▸ **Directions for this task**
Some lines in the entries contain the word "Viale". Copy all of them.

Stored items
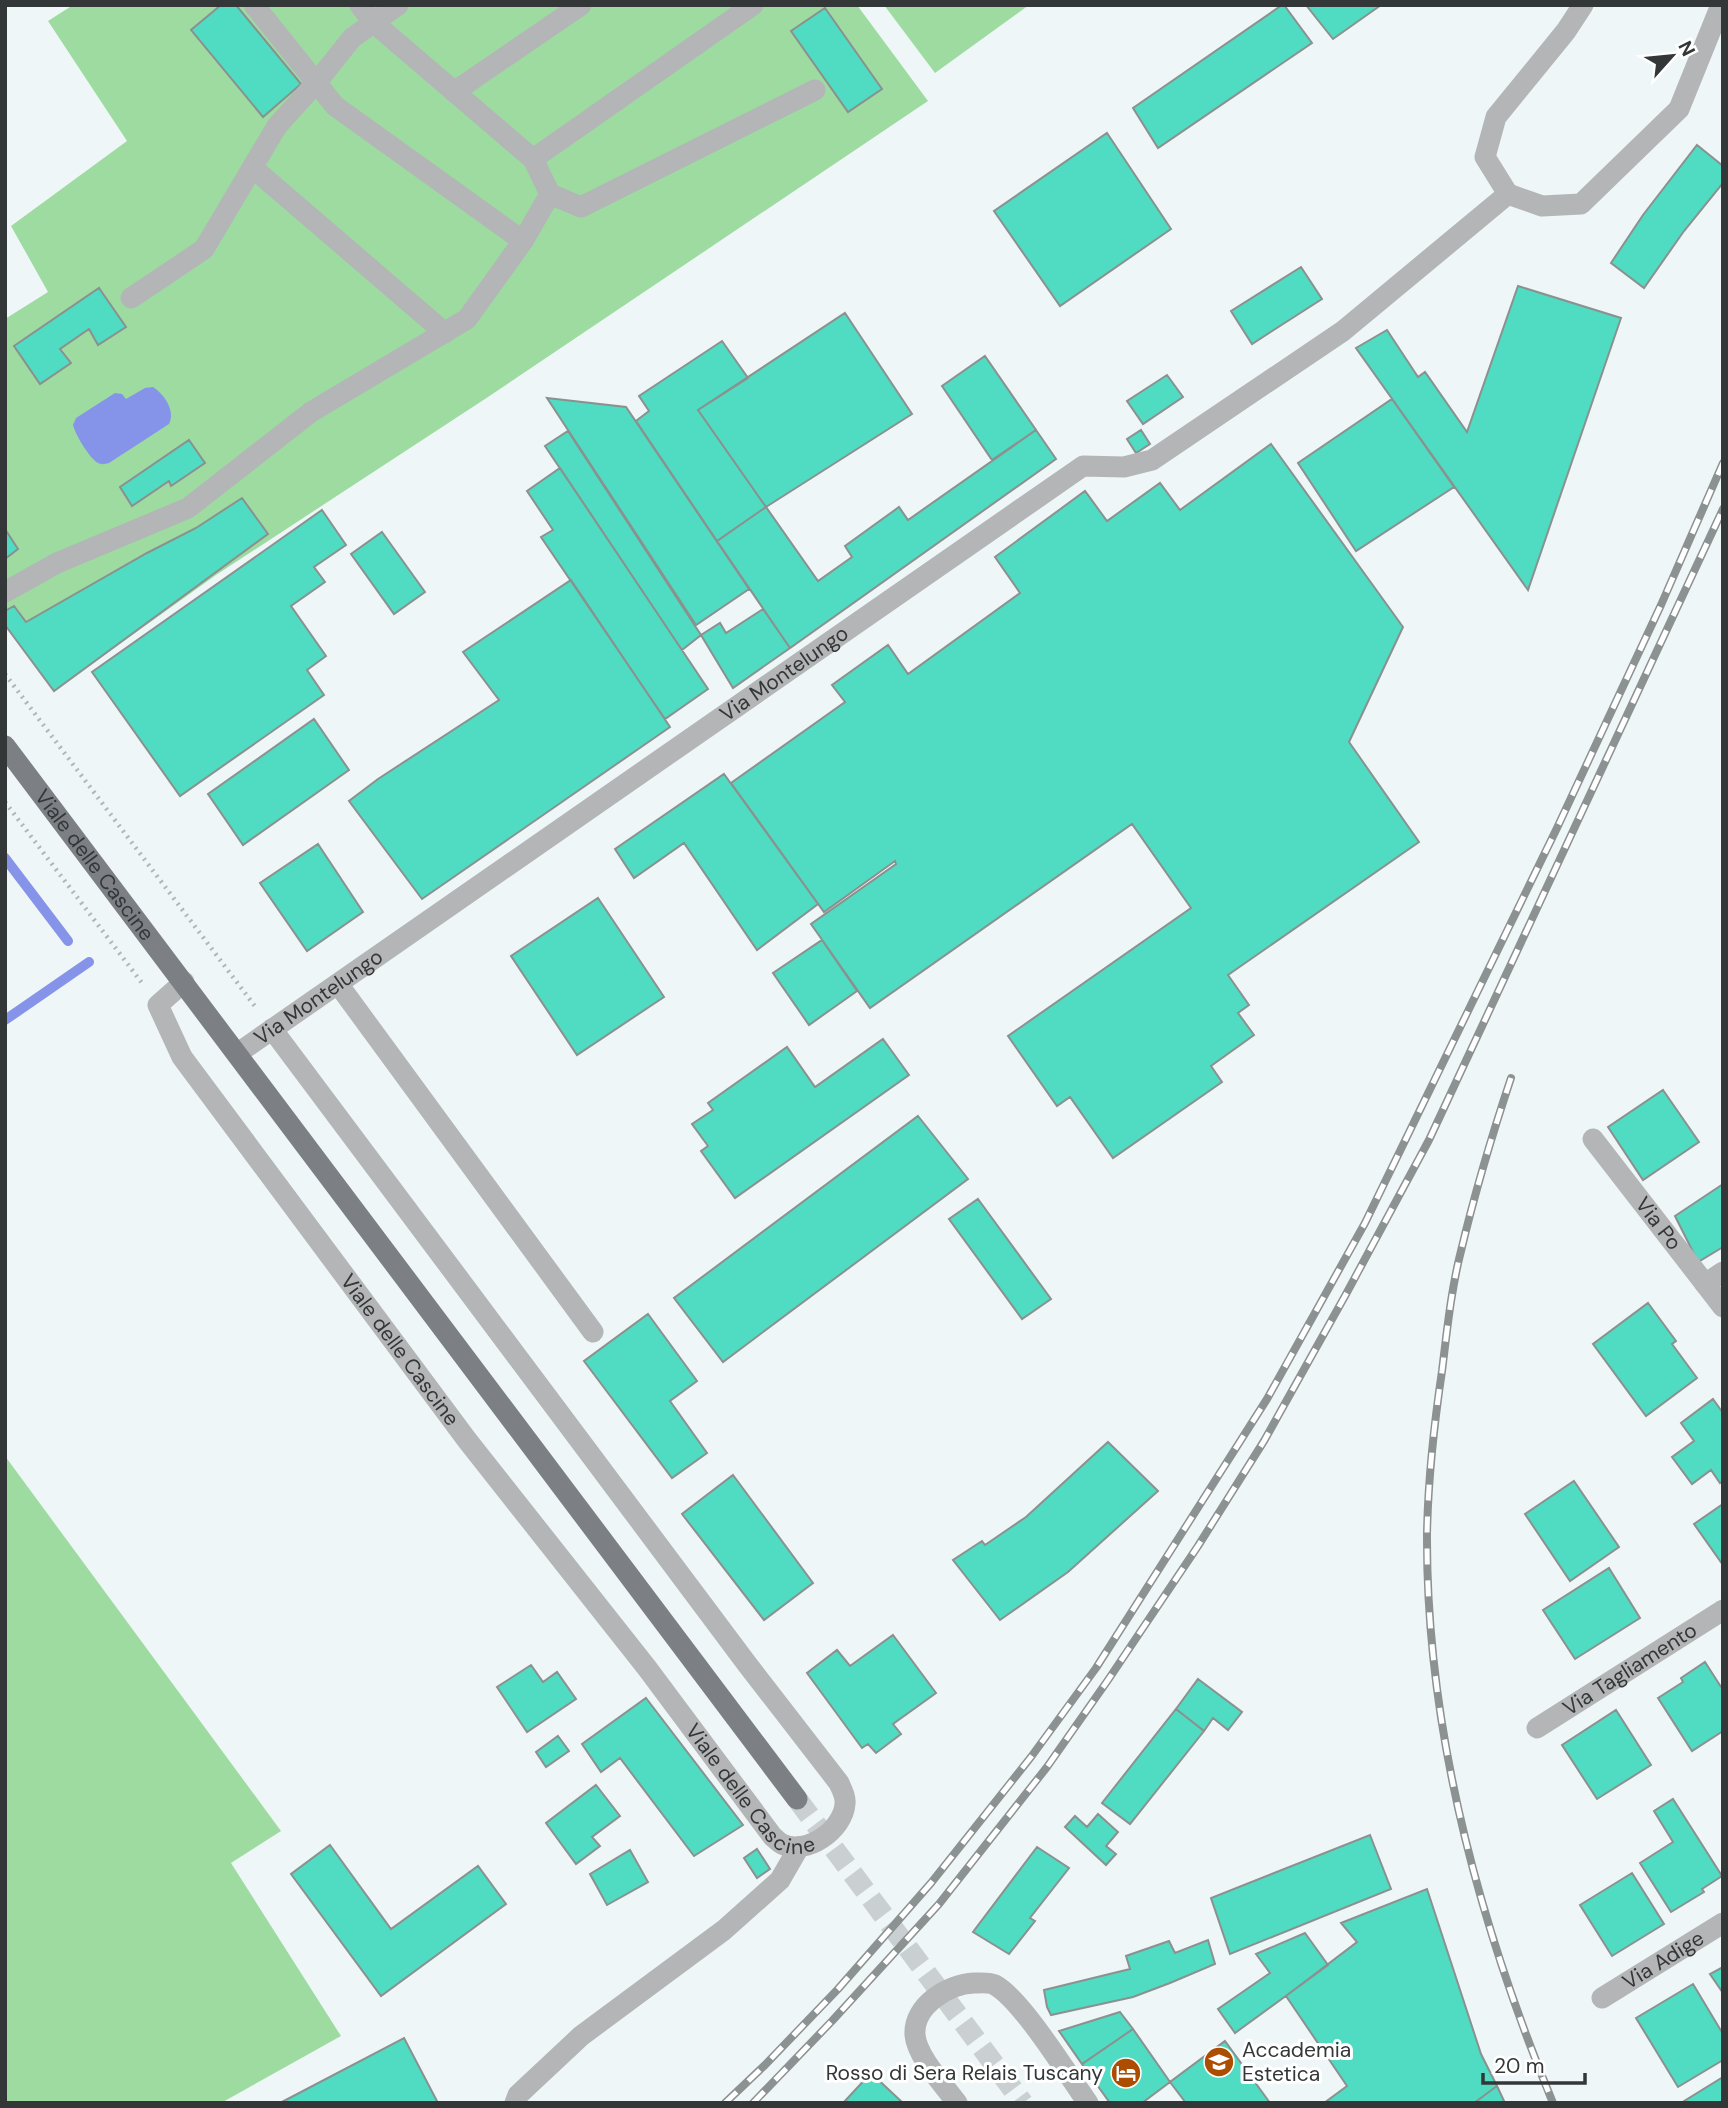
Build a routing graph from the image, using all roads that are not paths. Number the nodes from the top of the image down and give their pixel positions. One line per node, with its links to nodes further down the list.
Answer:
1 (254, 5): 8 (street)
2 (398, 5): 7 (street)
3 (581, 5): 10 (street)
4 (753, 5): 11 (street)
5 (1583, 5): 14 (street)
6 (1721, 5): 14 (street)
7 (366, 13): 8 (street); 10 (street)
8 (316, 83): 12 (street); 15 (street)
9 (815, 90): 13 (street)
10 (454, 92): 11 (street)
11 (533, 159): 13 (street)
12 (253, 168): 16 (street); 17 (street)
13 (550, 194): 15 (street)
14 (1508, 194): 21 (street, Via Montelungo)
15 (523, 241): 17 (street)
16 (131, 298)
17 (444, 332): 18 (street)
18 (5, 592)
19 (5, 746): 20 (main road, Viale delle Cascine)
20 (184, 982): 23 (main road, Viale delle Cascine); 31 (street, Viale delle Cascine)
21 (338, 984): 22 (street, Via Montelungo); 27 (street)
22 (272, 1029): 23 (street, Via Montelungo); 31 (street, Viale delle Cascine)
23 (238, 1053): 30 (main road, Viale delle Cascine)
24 (1593, 1139): 25 (street, Via Po)
25 (1714, 1278): 26 (street, Via Po)
26 (1723, 1307)
27 (593, 1332)
28 (1723, 1610): 29 (street, Via Tagliamento)
29 (1537, 1728)
30 (797, 1799)
31 (799, 1847): 34 (street)
32 (1723, 1923): 33 (street, Via Adige)
33 (1602, 1998)
34 (515, 2103)
35 (957, 2103): 36 (street)
36 (1088, 2103)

▸ **Output below**
19 (5, 746): 20 (main road, Viale delle Cascine)
20 (184, 982): 23 (main road, Viale delle Cascine); 31 (street, Viale delle Cascine)
22 (272, 1029): 23 (street, Via Montelungo); 31 (street, Viale delle Cascine)
23 (238, 1053): 30 (main road, Viale delle Cascine)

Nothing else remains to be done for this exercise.